[Source data]

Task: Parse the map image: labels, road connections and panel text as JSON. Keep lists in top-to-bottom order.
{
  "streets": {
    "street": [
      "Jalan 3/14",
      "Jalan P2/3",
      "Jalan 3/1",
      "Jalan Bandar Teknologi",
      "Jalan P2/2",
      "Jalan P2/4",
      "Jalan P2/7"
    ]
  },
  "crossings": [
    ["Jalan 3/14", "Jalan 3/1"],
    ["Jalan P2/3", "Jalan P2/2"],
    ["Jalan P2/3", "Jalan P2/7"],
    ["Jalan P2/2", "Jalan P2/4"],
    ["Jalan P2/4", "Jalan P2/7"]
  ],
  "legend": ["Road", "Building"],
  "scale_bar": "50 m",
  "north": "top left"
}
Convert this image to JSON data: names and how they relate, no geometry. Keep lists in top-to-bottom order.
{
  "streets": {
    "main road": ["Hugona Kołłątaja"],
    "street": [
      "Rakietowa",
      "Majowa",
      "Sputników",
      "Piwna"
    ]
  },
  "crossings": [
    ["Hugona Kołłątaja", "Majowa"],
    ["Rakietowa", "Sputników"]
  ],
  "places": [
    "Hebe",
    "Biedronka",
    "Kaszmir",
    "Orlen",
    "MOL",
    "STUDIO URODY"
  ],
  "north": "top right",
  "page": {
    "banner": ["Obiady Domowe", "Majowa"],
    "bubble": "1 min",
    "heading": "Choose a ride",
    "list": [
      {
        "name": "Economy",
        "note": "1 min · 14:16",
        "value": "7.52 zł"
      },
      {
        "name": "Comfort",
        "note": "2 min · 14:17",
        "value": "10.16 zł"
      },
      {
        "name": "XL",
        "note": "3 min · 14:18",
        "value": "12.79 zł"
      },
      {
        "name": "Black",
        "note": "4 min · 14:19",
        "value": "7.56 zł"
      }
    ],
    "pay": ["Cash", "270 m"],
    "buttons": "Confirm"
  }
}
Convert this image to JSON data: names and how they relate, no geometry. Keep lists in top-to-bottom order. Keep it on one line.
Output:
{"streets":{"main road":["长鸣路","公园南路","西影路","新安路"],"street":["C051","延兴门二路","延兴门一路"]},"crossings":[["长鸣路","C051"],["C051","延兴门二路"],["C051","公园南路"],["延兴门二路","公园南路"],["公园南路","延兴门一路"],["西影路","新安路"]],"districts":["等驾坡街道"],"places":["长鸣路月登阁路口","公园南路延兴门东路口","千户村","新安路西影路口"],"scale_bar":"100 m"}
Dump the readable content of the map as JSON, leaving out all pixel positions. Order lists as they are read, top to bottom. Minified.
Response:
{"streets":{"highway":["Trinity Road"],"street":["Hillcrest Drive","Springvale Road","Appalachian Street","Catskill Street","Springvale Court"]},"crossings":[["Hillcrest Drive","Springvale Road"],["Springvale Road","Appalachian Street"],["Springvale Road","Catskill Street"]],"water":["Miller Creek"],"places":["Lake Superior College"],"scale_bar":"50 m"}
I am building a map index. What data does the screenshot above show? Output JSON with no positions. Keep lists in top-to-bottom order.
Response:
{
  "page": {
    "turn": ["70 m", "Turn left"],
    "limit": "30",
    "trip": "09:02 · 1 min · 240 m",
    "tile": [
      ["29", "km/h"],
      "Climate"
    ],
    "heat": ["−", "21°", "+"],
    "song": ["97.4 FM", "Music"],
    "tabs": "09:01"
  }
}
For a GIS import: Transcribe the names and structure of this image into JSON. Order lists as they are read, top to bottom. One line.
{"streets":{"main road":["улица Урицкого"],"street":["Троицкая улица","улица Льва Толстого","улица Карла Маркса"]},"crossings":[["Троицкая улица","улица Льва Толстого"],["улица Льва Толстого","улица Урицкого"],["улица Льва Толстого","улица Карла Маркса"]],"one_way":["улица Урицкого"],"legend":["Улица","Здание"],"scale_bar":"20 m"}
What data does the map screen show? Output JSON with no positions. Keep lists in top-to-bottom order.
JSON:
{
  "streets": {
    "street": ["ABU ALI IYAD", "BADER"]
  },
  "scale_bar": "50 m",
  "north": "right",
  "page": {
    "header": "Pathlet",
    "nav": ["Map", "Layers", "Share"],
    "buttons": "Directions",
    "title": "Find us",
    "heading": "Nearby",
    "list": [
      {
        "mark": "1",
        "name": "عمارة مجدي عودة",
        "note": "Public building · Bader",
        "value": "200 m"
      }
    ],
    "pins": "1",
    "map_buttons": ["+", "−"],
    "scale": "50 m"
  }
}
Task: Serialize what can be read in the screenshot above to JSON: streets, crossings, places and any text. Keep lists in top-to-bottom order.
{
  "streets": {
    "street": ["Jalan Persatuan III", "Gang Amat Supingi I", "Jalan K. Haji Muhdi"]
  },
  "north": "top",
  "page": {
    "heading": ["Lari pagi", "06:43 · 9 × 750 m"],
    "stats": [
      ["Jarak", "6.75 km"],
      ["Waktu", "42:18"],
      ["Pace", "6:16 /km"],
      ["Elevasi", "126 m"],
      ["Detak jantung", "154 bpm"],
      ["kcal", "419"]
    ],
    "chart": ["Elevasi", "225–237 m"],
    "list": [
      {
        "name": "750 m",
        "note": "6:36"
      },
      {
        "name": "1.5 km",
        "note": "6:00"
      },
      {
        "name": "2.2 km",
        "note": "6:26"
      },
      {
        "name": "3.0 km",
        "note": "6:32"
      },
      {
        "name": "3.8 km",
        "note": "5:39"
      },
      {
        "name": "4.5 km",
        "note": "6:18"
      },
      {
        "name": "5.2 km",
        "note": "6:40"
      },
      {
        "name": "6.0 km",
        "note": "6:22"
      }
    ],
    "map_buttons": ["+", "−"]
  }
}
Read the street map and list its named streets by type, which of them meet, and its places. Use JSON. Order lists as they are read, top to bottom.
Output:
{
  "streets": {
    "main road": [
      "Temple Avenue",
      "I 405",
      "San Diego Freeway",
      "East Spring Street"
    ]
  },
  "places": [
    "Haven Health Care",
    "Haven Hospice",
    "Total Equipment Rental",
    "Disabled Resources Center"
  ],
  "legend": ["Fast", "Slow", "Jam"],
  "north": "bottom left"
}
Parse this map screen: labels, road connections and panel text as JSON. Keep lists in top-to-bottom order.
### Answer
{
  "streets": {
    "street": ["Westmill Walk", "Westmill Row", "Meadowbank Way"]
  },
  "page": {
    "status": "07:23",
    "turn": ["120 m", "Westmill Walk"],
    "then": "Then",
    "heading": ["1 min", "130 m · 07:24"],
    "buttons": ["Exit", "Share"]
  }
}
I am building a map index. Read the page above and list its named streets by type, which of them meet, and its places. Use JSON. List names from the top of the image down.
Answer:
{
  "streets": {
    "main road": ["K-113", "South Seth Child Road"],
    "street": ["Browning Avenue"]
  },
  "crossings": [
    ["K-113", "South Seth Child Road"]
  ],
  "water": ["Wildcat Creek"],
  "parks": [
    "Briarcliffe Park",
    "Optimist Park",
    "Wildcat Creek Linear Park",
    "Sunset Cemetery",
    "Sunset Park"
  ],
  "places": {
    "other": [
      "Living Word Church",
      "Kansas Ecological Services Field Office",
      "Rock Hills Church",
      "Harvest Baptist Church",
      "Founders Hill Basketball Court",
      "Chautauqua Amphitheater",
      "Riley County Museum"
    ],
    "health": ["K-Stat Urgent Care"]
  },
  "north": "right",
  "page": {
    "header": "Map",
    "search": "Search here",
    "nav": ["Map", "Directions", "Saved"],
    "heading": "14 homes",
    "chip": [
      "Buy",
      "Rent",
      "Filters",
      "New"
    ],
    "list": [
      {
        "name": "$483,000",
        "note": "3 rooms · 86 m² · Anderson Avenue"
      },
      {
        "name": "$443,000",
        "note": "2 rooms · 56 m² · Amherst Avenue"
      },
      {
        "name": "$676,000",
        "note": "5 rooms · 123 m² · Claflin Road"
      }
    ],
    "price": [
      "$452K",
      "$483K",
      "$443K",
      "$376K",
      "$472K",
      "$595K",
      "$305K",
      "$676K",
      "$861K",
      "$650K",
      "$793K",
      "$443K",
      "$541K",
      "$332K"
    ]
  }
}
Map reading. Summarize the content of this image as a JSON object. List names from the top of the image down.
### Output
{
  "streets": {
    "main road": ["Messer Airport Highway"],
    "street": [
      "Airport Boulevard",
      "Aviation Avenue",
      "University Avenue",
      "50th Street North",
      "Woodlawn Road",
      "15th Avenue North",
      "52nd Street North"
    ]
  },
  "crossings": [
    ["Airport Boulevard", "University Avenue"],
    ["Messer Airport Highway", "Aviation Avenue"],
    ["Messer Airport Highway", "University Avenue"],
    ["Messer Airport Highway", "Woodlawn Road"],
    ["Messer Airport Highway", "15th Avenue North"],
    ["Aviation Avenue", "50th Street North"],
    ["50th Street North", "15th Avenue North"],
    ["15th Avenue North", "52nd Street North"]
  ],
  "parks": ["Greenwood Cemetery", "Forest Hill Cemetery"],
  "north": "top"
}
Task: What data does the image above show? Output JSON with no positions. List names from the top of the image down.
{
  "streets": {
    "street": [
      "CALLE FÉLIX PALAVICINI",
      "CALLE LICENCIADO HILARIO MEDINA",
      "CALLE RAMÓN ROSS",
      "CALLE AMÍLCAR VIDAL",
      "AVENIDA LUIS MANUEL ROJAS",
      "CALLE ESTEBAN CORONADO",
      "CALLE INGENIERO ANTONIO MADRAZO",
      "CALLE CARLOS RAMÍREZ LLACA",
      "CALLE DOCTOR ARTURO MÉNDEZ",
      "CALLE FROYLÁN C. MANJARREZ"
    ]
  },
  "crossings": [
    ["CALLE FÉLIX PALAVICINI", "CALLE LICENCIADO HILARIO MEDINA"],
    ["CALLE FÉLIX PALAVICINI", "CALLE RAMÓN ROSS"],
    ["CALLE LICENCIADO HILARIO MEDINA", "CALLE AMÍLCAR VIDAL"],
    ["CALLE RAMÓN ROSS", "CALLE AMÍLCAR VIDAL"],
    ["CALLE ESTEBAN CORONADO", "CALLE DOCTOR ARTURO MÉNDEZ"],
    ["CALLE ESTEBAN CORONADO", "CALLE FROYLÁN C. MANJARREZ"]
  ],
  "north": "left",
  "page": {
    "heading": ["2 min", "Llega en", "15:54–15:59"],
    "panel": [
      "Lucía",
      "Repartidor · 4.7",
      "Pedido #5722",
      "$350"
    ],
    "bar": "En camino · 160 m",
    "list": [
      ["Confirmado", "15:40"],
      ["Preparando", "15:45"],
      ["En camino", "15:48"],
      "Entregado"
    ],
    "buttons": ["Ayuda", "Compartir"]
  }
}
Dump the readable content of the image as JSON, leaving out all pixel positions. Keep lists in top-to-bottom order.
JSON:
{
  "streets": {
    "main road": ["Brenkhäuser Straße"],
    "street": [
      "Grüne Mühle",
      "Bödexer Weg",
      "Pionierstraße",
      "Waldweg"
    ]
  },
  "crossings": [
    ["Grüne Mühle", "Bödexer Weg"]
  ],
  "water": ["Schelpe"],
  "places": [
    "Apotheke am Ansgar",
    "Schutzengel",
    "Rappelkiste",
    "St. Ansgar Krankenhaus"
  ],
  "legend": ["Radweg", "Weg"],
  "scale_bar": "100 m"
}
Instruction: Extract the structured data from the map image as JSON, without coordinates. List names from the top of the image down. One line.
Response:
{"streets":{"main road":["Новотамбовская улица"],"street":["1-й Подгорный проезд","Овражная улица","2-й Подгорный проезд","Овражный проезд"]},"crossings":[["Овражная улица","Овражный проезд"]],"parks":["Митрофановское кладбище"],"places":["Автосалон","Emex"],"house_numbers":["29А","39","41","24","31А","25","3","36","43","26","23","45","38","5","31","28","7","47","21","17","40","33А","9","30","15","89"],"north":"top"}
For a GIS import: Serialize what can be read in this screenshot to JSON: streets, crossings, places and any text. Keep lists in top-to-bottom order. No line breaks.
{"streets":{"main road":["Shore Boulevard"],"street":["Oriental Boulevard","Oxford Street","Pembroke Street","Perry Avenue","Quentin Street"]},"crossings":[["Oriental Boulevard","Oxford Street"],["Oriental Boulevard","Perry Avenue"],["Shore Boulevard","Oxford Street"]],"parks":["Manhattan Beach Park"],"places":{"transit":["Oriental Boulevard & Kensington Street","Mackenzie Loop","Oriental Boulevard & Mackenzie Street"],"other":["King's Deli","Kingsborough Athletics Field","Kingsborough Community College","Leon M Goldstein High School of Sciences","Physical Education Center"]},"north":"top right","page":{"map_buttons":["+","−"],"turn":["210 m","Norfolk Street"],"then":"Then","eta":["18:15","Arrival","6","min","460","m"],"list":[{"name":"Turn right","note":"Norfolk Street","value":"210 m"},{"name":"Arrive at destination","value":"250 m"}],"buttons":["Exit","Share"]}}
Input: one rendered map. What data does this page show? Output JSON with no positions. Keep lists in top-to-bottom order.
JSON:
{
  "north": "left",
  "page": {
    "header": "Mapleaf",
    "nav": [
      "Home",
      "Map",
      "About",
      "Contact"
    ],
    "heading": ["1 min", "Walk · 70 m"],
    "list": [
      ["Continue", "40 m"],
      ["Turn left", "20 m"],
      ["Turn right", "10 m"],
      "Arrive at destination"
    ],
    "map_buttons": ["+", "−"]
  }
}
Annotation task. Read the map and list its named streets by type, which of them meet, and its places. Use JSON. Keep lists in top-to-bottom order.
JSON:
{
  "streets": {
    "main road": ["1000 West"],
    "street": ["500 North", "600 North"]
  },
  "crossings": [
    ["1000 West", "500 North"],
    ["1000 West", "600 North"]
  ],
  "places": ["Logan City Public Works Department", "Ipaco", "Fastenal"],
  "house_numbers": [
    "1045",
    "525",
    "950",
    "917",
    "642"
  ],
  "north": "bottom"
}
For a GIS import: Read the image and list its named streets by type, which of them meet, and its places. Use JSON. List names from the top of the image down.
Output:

▸ AIM OF THE TASK: Extract every line from the records above that contains the word "leaving".

▸ RESPONSE TO THIS EXERCISE:
Dump the readable content of the map as JSON, leaving out all pixel positions. Order lists as they are read, top to bottom. Minified.
Dump the readable content of the image as JSON, leaving out all pixel positions. Keep lists in top-to-bottom order.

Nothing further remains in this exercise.